Au printemps 2023, on comptait seulement 1% de produits certifiés québécois sur les 100 000 produits disponibles sur le site.

Un site qui s’est d’ailleurs avéré peu fonctionnel en terme d’expérience utilisateurs à cause d’une interface jugée peu intuitive et d’une absence de fonctionnalités essentielles, à l’inverse de plateformes comme Amazon. Comparé à une « carte de géolocalisation Google maps en moins beau et moins pratique » dans un texte d’opinion du Nouvelliste, le site a également été critiqué pour son image de marque floue avant d’être réajustée par les responsables de la plateforme.

Ainsi, bien que le Panier Bleu ait pour mission de promouvoir l’achat local, la présence de produits non québécois a suscité des critiques de la part des consommateurs, remettant en question l’authenticité de l’aspect local de la plateforme. Au printemps 2023, on comptait seulement 1% de produits certifiés québécois sur les 100 000 produits disponibles sur le site. On y voyait notamment des milliers d’articles fabriqués en Chine comme des Legos, des lunettes de soleil, des chaussures de sport et des ordinateurs tels que le reporte une chronique du Journal de Montréal.

Ce site, dont les activités ont cessé en février 2024, fait écho à plusieurs autres initiatives gouvernementales ayant également suscité la controverse.

ArriveCAN : des millions dépensés, des plaintes déposées

ArriveCAN, l’application gouvernementale développée pendant la pandémie, avait été mise au point dans le but de faciliter la soumission des informations sanitaires par les voyageurs entrant sur le territoire. 

L’application désormais controversée est au cœur de plusieurs enquêtes pour des motifs de gestion opaque des documents, soulevant des préoccupations quant à la transparence du gouvernement. 

Le coût de développement d’ArriveCAN a ainsi été vivement critiqué, avec une estimation évaluée à 59,5 millions de dollars, selon le bureau du vérificateur du Canada. Une des enquêtes vise ainsi à déterminer si les fonds publics ont été utilisés de manière responsable et si les contrats attribués dans le cadre du projet respectaient les normes d’approvisionnement en vigueur.

Enfin, la fiabilité même de l’application a été mise en doute puisqu’en 2022, plus de 10 000 voyageurs ont reçu à tort une notification leur ordonnant de se mettre en quarantaine, alors qu’ils ne devaient pas l’être. Ce dysfonctionnement a alors déclenché une enquête sur la gestion des données et la robustesse du système.

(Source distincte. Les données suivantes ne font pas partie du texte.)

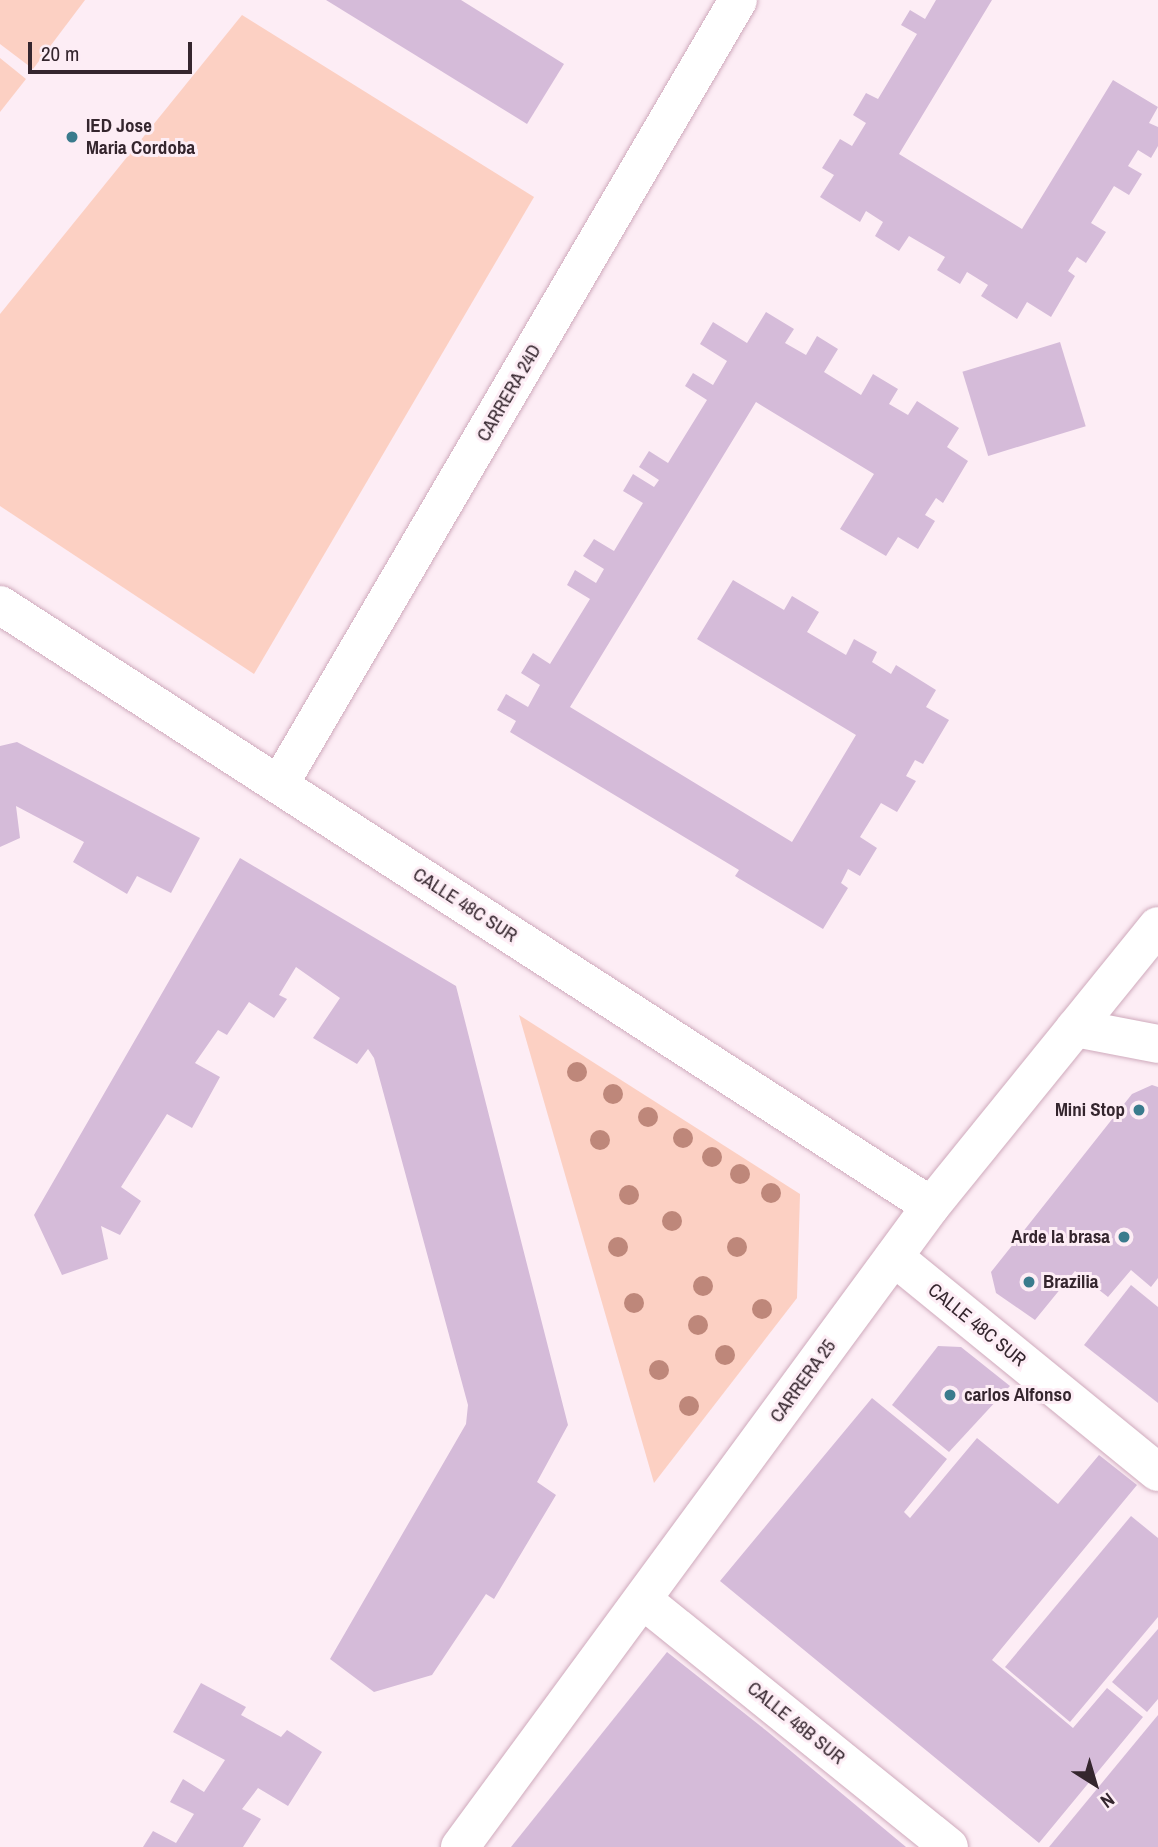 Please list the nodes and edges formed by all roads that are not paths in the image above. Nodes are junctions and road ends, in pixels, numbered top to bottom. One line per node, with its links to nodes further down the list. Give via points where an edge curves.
1 (738, 0): 3 (street, CARRERA 24D)
2 (0, 605): 3 (street, CALLE 48C SUR)
3 (279, 785): 7 (street, CALLE 48C SUR)
4 (1158, 926): 5 (street, CARRERA 25)
5 (1075, 1028): 6 (street); 7 (street, CARRERA 25)
6 (1158, 1044)
7 (931, 1206): 8 (street, CARRERA 25)
8 (894, 1257): 9 (street, CALLE 48C SUR); 10 (street, CARRERA 25)
9 (1158, 1472)
10 (643, 1600): 11 (street, CARRERA 25); 12 (street, CALLE 48B SUR)
11 (460, 1847)
12 (949, 1847)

Des problèmes techniques qui malgré les corrections du gouvernement fédéral, ont indigné les syndicats affirmant perdre du temps à traiter les voyageurs qui ne remplissent pas leur document dans l’application, selon un article de Radio-Canada.

Clic Santé : des clics, des bugs et des fuites

Clic Santé, une plateforme mise en place pour permettre aux Québécois de prendre rendez-vous en ligne pour des services de santé, notamment la vaccination contre la COVID-19 a rapporté quelques problèmes. 

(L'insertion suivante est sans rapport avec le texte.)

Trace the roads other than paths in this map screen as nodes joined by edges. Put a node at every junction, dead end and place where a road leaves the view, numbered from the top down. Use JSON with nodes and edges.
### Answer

La plateforme qui permettait un accès facilité aux services de santé a été victime de plusieurs pannes et problèmes techniques dus à une forte affluence des utilisateurs sur le site, rendant la tâche difficile pour obtenir un rendez-vous.

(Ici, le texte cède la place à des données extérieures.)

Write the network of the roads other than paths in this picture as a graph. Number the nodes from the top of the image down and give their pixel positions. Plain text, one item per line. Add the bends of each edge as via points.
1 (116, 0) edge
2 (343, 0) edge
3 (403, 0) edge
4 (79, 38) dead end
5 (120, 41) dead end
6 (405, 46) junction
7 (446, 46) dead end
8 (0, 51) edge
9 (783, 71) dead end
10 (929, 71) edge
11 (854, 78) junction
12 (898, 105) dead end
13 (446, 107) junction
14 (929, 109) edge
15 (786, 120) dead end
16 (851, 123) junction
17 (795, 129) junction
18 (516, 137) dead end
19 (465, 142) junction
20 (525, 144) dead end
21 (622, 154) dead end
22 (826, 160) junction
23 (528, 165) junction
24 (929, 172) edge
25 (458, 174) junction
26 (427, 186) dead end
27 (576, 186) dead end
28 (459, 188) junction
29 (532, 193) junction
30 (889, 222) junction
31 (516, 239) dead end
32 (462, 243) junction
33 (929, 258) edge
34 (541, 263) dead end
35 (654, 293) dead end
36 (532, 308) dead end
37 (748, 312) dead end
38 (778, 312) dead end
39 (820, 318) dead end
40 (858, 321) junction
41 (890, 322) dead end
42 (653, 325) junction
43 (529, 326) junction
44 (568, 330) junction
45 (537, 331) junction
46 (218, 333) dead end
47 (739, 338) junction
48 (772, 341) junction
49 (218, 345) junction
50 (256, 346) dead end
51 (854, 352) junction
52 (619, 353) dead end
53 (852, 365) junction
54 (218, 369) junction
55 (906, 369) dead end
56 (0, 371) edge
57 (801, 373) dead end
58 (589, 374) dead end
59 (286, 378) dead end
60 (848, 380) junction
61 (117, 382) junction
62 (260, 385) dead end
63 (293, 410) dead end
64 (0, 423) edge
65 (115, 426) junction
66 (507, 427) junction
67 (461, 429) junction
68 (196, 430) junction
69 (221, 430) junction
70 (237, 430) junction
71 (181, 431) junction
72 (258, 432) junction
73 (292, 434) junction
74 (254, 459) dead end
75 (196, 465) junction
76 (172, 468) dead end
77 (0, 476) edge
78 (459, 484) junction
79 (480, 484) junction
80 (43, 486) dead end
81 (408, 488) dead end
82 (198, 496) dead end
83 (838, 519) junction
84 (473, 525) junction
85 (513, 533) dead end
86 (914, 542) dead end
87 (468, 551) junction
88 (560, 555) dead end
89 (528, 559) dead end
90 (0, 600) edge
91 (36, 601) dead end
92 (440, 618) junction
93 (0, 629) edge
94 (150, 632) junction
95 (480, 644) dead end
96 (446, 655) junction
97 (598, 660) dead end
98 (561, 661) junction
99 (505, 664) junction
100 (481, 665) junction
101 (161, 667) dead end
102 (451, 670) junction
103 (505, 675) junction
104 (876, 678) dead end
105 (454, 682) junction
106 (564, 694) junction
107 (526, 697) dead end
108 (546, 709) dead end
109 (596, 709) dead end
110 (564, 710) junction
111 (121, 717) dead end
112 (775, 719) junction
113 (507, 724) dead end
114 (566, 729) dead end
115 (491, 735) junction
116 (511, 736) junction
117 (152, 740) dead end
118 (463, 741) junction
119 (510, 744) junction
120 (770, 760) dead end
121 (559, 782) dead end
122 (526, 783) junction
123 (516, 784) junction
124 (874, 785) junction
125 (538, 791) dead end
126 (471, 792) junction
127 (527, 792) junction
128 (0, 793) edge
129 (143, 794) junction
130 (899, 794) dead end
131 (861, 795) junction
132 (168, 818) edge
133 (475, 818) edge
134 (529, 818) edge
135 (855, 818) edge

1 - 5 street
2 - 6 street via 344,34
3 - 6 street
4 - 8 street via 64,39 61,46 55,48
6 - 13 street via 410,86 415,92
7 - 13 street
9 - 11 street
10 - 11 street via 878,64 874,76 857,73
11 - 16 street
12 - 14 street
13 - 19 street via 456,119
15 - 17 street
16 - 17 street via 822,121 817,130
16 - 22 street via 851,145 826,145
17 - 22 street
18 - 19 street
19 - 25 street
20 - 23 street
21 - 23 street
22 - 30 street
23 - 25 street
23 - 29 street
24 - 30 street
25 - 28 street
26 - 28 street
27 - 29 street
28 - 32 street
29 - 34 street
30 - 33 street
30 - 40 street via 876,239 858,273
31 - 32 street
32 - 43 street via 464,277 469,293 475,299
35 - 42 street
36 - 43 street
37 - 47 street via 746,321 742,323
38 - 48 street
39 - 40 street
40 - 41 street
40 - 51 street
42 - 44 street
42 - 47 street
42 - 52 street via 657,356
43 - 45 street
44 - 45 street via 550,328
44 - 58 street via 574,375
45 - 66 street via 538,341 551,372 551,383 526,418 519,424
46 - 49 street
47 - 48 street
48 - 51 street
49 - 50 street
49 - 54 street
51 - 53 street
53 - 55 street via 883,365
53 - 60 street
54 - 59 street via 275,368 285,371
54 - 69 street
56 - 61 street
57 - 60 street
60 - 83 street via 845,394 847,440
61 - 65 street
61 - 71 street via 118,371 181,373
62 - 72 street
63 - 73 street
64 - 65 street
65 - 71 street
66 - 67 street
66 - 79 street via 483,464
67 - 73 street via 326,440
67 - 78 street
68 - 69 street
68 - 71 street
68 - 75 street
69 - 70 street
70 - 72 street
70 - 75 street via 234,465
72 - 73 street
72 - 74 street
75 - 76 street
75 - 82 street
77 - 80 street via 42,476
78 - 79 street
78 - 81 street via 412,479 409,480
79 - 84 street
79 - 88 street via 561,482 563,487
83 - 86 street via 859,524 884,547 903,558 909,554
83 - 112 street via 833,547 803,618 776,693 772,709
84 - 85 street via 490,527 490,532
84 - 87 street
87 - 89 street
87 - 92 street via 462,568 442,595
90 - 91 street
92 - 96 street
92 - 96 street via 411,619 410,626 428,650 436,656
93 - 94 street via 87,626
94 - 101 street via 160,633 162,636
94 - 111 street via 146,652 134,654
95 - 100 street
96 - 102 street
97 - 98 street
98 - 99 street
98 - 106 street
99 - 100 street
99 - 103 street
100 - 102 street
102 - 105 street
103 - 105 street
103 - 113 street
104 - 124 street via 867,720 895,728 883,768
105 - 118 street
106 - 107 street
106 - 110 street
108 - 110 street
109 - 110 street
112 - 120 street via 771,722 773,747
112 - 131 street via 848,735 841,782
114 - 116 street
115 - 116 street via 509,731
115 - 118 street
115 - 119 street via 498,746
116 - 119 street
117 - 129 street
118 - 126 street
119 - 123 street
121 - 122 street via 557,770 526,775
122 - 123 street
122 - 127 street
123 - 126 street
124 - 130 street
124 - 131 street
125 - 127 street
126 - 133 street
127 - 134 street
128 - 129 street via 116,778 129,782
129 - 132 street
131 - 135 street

Certains ont même dû modifier et mentir volontairement sur leur statut pour pouvoir prendre rendez-vous à cause de problèmes techniques, ce qui a notamment été constaté dans les prises de rendez-vous pour l’administration de la 3ème dose du vaccin contre la COVID-19.

Des soucis de bris de confidentialité avaient également été signalés en mai 2021 en lien avec une fuite de données exposant des documents qui contenaient des informations de rendez-vous de vaccination contre la COVID-19.

Des informations comme le numéro d’assurance maladie, les dates, heures et lieux de vaccination étaient visibles, permettant d’identifier facilement les personnes concernées.

Ces initiatives numériques gouvernementales soulèvent ainsi tout un ensemble d’enjeux où les ambitions initiales se heurtent souvent à des problèmes de gouvernance, de logistique et de transparence. ​Un constat illustré par ces différentes plateformes, conçues pour améliorer l’expérience utilisateur, mais qui ont fini par produire l’effet inverse.